Military thinkers, politicians, scientists, and corporate executives are all looking for ways to understand the dynamics of global change and to prepare for the 21st century. Many are looking to the new science of complexity for answers. The science of complexity, however, does not yield answers, at least not in the sense that we have typically sought to describe our world and predict its events since the beginning of the Scientific Revolution. What it does yield is a new way of thinking about the world.
Old or New: Simple or Complex
For the last 300 years, Western science has progressed through the discovery and accumulation of "laws," each judged and measured against the aesthetic of simplicity. Laws that are simple are better than those that are complex. In contrast, the new way of thinking is ruled by an aesthetic of complexity. Empowered by the computer and the powerful manipulations it makes possible, this new thinking focuses on complex phenomena. Indeed, the new way of thinking assumes that many worldly phenomena are complex, not simple, and that ipso facto, the scientific description of these phenomena must also be complex.
As a framework for illustrating the differences between the old and new ways of thinking, consider regression analysis, a popular technique used by both the hard and soft sciences to model worldly phenomena. Regression analysis develops mathematical models to describe the functional relationship between a phenomenon, y, and a set of variables, x1, x2, . . . , xn. Old thinking, the traditional paradigm of Western science, argues in favor of simplicity. So the fewer the xs in the regression model, the better. Thus we have typically built our regression models of political and economic phenomena by starting with a very small number of variables and adding new ones only if they are statistically important. For example a traditional political scientist might use the two variables of military strength and economic health to build the first iteration of a hypothetical model describing the possibility of an outbreak of a major regional conflict (MRC) such as the Persian Gulf War. Additional variables might be useful for a full understanding of the nature of MRCs, but unless the political scientist can prove that theyre statistically important, theyll be excluded from the model.
New thinking, or the complexity paradigm, would build its first iteration of a regression model by including all the variables relevant to describing and understanding the complex MRC phenomena. So a nontraditional political scientist might create the first iteration of a MRC model by including the variables of military effectiveness, political leadership, and civil-military balance in addition to the variables of military strength and economic health. Each of the five variables would remain in the final model as long as it was not proven to be statistically insignificant.
In short, old thinking is exclusive and new thinking is inclusive. But more importantly, old and new thinking can result in dramatically different final models. A well-known quirk of regression analysis is that the process of model building itself, for example the order in which variables are entered into the equation, affects the form of the final model. Thus a final model built with the complexity paradigm can be both qualitatively and quantitatively distinct from a final model built with the traditional scientific paradigm.
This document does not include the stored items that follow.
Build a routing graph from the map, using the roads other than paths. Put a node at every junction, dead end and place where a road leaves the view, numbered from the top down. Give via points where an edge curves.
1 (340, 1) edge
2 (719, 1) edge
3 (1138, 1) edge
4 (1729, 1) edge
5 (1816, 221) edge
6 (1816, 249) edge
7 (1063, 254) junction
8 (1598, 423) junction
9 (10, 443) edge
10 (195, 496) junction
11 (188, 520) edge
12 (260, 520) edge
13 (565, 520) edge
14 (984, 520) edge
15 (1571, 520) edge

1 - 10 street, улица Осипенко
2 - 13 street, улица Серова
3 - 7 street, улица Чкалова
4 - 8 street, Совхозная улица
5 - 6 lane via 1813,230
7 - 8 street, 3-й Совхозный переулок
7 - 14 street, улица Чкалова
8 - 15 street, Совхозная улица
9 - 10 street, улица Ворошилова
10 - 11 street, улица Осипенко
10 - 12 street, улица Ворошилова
In this way, new thinking leads intrepid explorers into the "white spaces"areas of thought and discovery not covered by old thinking and the traditional academic disciplines.
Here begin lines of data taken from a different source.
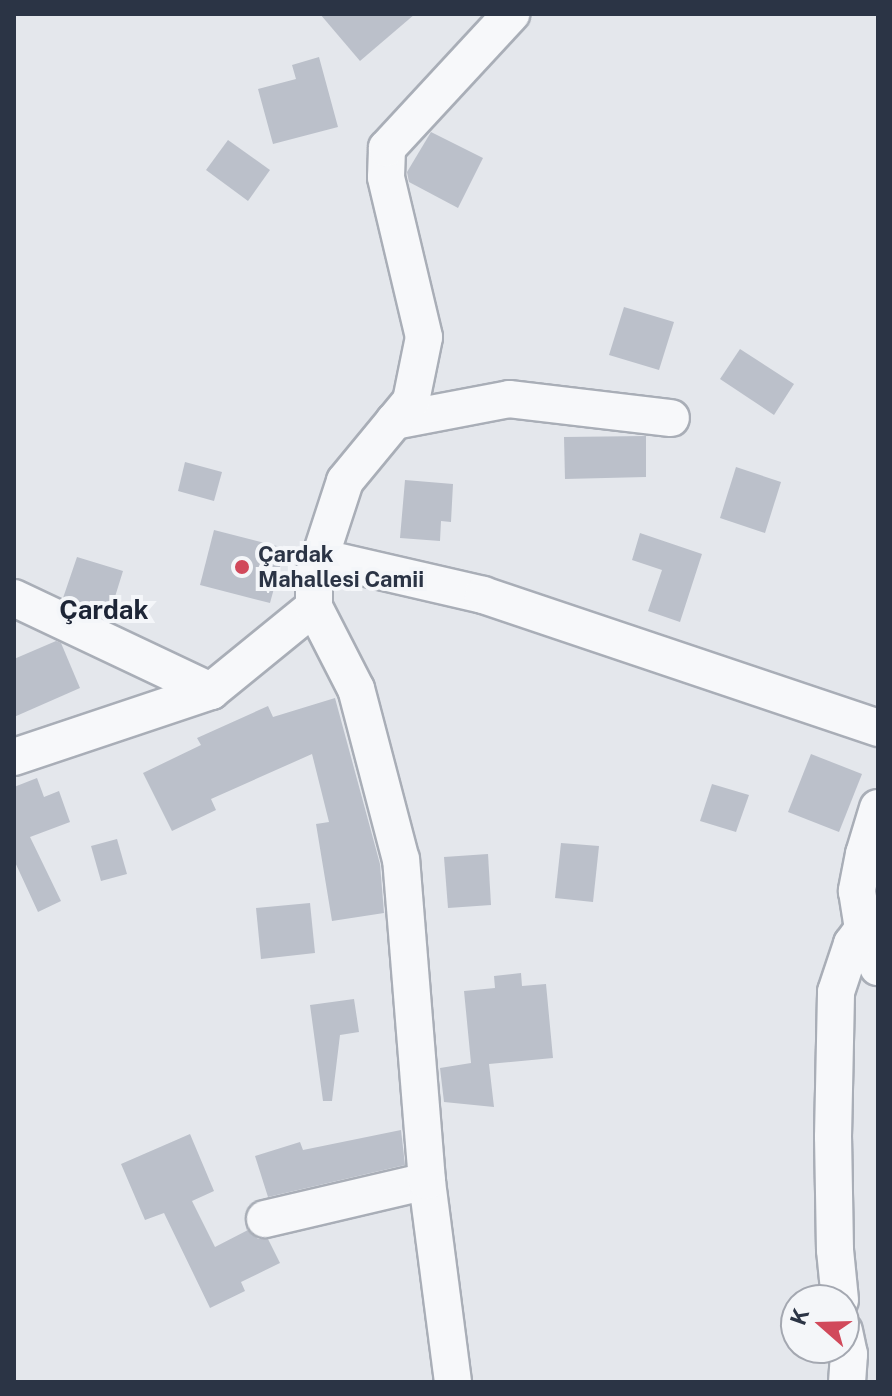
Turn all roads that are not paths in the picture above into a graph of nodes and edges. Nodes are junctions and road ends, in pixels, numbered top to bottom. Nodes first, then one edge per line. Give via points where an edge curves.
1 (511, 14) edge
2 (671, 418) dead end
3 (394, 421) junction
4 (319, 557) junction
5 (14, 598) edge
6 (314, 607) junction
7 (211, 691) junction
8 (878, 728) edge
9 (14, 757) edge
10 (878, 808) edge
11 (863, 929) junction
12 (878, 967) edge
13 (427, 1181) junction
14 (265, 1219) dead end
15 (839, 1284) edge
16 (453, 1382) edge

1 - 3 street via 387,148 386,177 424,337 411,401
2 - 3 street via 509,399
3 - 4 street via 345,481
4 - 6 street
4 - 8 street via 483,595
5 - 7 street
6 - 7 street
6 - 13 street via 356,689 401,860
7 - 9 street
10 - 11 street via 857,891
11 - 12 street
11 - 15 street via 852,944 836,992 833,1137
13 - 14 street
13 - 16 street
Its important to note that not everyone is interested in the new science of complexity. Indeed historians sometimes point out that, for them, there is "nothing new" in the new science of complexity and the new thinking. Historians and other humanities scholars have been constructing complex understandings of reality for as long as people have been interested in learning about the world around them. The humanities have their intellectual roots in the philosophers and thinkers of two and three thousand years ago, long before the Scientific Revolution occurred.
In contrast most hard sciences were developed after the 17th century and closely follow the traditional Western scientific paradigm with its emphasis on simple laws and simple representations of worldly phenomena. And the majority of the soft sciences, such as political science and economics, have "aped" the hard sciences and followed the same paradigm. There are a few exceptions, but they tend to be infrequent, unrecognized, or ignored. In his brilliant description of scientific progress in the Western world, The Structure of Scientific Revolutions, Thomas Kuhn explains why methods and "ways of knowing" that are not compatible with the dominant paradigm are perceived as anomalous. Beware to scholars who ignore the aesthetic of simplicity!
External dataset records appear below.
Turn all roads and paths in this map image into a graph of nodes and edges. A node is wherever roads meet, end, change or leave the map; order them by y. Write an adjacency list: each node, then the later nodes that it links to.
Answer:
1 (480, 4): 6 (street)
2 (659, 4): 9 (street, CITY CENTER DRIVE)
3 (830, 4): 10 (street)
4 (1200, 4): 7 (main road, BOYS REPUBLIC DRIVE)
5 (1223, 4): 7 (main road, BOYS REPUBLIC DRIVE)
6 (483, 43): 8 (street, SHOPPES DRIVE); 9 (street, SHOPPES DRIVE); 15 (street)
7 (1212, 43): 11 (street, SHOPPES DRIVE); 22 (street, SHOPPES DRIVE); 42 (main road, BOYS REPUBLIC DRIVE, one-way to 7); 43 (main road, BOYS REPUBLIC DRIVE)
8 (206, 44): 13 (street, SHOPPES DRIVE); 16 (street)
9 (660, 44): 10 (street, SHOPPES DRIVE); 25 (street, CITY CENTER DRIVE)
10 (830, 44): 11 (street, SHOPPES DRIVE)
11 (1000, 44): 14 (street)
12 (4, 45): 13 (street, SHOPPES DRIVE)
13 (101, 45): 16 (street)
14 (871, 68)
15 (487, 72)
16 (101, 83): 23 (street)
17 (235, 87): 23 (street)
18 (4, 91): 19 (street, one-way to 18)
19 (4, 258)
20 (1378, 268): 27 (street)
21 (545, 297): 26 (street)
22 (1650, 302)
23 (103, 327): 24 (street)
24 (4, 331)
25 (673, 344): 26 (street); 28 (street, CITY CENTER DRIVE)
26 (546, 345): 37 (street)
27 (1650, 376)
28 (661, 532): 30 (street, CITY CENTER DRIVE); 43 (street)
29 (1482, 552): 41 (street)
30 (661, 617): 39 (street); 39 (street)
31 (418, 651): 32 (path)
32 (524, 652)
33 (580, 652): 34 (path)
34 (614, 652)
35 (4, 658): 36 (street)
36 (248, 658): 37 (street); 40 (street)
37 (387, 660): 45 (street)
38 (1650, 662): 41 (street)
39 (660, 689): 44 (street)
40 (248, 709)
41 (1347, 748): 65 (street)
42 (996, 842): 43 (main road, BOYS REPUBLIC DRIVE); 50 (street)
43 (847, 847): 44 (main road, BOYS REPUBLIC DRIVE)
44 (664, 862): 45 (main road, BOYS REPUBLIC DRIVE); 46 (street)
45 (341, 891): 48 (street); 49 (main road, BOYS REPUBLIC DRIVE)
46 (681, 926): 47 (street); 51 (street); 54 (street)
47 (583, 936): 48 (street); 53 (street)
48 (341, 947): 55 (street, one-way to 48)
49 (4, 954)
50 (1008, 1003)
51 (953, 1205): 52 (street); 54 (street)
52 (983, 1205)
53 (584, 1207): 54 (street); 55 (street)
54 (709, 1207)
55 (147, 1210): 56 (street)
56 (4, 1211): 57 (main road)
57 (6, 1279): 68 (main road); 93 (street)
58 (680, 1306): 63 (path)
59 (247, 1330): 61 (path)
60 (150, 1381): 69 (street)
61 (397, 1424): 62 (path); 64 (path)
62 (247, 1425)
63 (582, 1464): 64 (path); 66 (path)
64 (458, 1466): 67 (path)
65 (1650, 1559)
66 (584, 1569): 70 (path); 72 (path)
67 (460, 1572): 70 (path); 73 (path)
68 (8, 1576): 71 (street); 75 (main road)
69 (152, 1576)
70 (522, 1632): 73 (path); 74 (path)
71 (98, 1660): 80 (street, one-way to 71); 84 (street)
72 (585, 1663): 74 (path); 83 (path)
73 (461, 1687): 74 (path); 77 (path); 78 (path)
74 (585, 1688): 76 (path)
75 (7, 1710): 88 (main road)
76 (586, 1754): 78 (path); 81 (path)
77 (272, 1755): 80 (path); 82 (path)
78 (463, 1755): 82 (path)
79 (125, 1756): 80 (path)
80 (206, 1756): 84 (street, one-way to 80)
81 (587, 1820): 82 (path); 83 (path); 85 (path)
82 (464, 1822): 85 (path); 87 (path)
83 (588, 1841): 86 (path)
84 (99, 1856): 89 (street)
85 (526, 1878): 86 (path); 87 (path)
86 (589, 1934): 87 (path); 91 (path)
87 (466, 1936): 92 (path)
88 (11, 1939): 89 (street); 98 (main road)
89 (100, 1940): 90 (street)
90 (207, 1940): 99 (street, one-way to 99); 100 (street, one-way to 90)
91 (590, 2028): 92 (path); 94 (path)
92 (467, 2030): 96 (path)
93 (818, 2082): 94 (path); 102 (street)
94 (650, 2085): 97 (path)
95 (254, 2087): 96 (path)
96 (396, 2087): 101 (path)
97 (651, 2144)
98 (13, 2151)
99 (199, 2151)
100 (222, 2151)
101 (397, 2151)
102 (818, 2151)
Old or New: Linear or Nonlinear
The aesthetic of simplicity drives another characteristic of the traditional Western paradigm, that is, the ubiquity of linear thinking. But what exactly is linear thinking? Again the modeling technique of regression analysis provides a useful intellectual framework for illustrating the differences between old and new thinking. This time consider linear regression, the most frequently used form of regression analysis. Linear regression models describe the functional relationship between a phenomenon, y, and a set of variables, x1, x2, . . . , xn using the equation of a line. In general linear regression models take the form: y = b + a1x1 + a2x2 + . . . + anxn, where a1, a2, . . . , an and b are constants. All xs are raised to the first power and all xs are combined with all other xs additively.
When all the variables in a linear equation are raised to the first power, the equation exhibits "proportionality": increases in an x-value result in proportional increases in the phenomenon. For example, given the equation, y = 3 + 10x1 + 4x2, a one unit increase in the variable x1 leads to a 10 unit increase in y. The next one unit increase in x1 also leads to a ten unit increase in y, as does each additional one unit increase in x1. Similarly, each one unit increase in the variable x2 leads to a four unit increase in the phenomenon under study.
Proportionality is a comfortable thing. It lets us know that when we change one side of a linear equation, the other side changes at a constant rate. In other words, changes to the inputs of a system lead to constant changes in the output of that system. Such a relationship between inputs and outputs is simple, easily understood, and predictable. For example, proportionality exists when each five percent increase in the DoD budget translates into a one percent increase in military readiness, or when each one percent increase in the Federal Funds rate results in a one-half percent decrease in inflation. For our hypothetical major regional conflict (MRC) example, a decline in either variablemilitary strength or economic healthleads to a constant and thus predictable increase in the possibility of an MRC.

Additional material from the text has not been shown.